Metrics are tools for supporting actions that allow programs to evolve toward successful outcomes, promote continuous improvement, and enable strategic decision making. Based on the lessons learned from industry, academia, and federal agencies discussed in the previous chapter, the committee offers a set of general principles to guide the development and use of metrics. Although targeted to the Climate Change Science Program (CCSP), many of these general principles have also been proposed elsewhere.1 The principles are divided into three categories: (1) prerequisites for using metrics to promote successful outcomes, (2) characteristics of useful metrics, and (3) challenges in the application of metrics.
Good leadership is required if programs are to evolve toward successful outcomes.
Good leaders have several characteristics. They are committed to
progress and are capable of articulating a vision, entraining
strong participants, promoting partnerships, recognizing and
enabling progress, and creating institutional and programmatic
flexibility. Good leaders facilitate and encourage the success of
others. They are vested with authority by their peers and
institutions, through title, an ability to control resources, or
other recognized mechanisms. Without leadership, programmatic
resources and research efforts cannot be directed and then
redirected to take advantage of new scientific, technological, or
political opportunities. Metrics, no matter how good, will have
limited use if resources cannot be directed to promote the program
vision and objectives established by the leader.
2. A good strategic plan must precede the development of
metrics.
Metrics gauge progress toward achieving a stated goal. Therefore,
they are meaningless outside the context of a plan of action. The
strategic plan must include the intellectual framework of the
program, clear and realizable goals, a sense of priorities, and
coherent and practical steps for implementation. The best metrics
are designed to assess whether the effort and resources match the
plan, whether actions are directed toward accomplishing the
objectives of the plan, and whether the focus of effort should be
altered because of new discoveries or new information. Metrics, no
matter how good, will have limited use if the strategic plan is
weak.
CHARACTERISTICS OF USEFUL METRICS
3. Good metrics should promote strategic analysis. Demands for higher levels of accuracy and specificity, more frequent reporting, and larger numbers of measures than are needed to improve performance can result in diminishing returns and escalating costs.
Preliminary data or results are often good enough to make strategic
decisions; additional effort to make them scientifically rigorous
might be wasted.
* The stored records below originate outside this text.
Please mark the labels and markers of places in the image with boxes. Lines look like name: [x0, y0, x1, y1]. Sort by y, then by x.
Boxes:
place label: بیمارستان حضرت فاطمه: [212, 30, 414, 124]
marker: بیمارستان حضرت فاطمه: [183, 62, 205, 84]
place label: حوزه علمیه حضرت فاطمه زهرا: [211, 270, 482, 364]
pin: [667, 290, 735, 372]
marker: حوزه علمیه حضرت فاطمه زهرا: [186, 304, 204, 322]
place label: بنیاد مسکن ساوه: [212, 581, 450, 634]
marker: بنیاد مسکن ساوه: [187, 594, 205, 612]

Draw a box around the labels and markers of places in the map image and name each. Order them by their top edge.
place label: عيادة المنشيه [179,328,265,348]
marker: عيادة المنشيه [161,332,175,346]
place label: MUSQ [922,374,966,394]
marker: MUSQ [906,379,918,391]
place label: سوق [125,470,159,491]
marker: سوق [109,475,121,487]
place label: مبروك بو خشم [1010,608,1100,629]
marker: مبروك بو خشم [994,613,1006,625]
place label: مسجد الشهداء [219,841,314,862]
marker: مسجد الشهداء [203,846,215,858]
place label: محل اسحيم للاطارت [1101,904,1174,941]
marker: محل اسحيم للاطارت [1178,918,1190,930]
Larger numbers of metrics may also promote
inefficiencies. For example, if a substantial amount of signed
paperwork is required to demonstrate that the federal Paperwork
Reduction Act is working then the metric clearly fails to meet its
primary objectives.
The frequency of assessment should reflect the needs and goals of the program. Very infrequent assessments are not likely to be useful for managing programs, and overly frequent assessments have the potential to promote micromanagement or to become burdensome. For example, the Intergovernmental Panel on Climate Change (IPCC) assessments are nearly continuous and require an enormous, sustained effort by a large segment of the climate science community.2 For short-term programs, such as the Tropical Ocean Global Atmosphere (TOGA) experiment, frequent scientific assessments would have been nearly useless, because a decade was required to clearly demonstrate some of the most important scientific outcomes.3 On the other hand, process metrics for evaluating progress on the creation and operation of the program, would have had value on much shorter time scales.
4. Metrics should serve to advance scientific progress or inquiry,
not the reverse.
A good metric will encourage actions that continuously improve the
program, such as the introduction of new measurement techniques,
cutting-edge research, or new applications or tools. On the other
hand, a poor measure could encourage actions to achieve high scores
(i.e., “teaching to the test”) and ultimately unbalance the
research and development portfolio. The misapplication of metrics
could lead to unintended consequences, as illustrated by the
following examples:
The author citation index provides a measure of research productivity. If this metric were the only way to measure faculty performance, it could drive researchers to invest more in writing review articles that are cited frequently than in working on new discoveries.
2
The IPCC was established in 1988 under the auspices of the United Nations Environment Programme and the World Meteorological Organization to conduct assessments of climate change and its consequences. Assessments are produced and peer reviewed by more than 1000 scientific researchers, policy experts, and risk analysts from all over the world. Writing and review of the assessment reports, which have been produced about every five years since 1990, take several years.
3
The development of the TOGA program, establishment of the TOGA-TAO (Tropical Atmosphere Ocean) observation array, and demonstration that the improved observations and process studies promoted improved forecasting and understanding of El Niño-Southern Oscillation (ENSO) events required more than a decade of effort. See National Research Council, 1996, Learning to Predict Climate Variations Associated with El Niño and the Southern Oscillation: Accomplishments and Legacies of the TOGA Program, National Academy Press, Washington, D.C.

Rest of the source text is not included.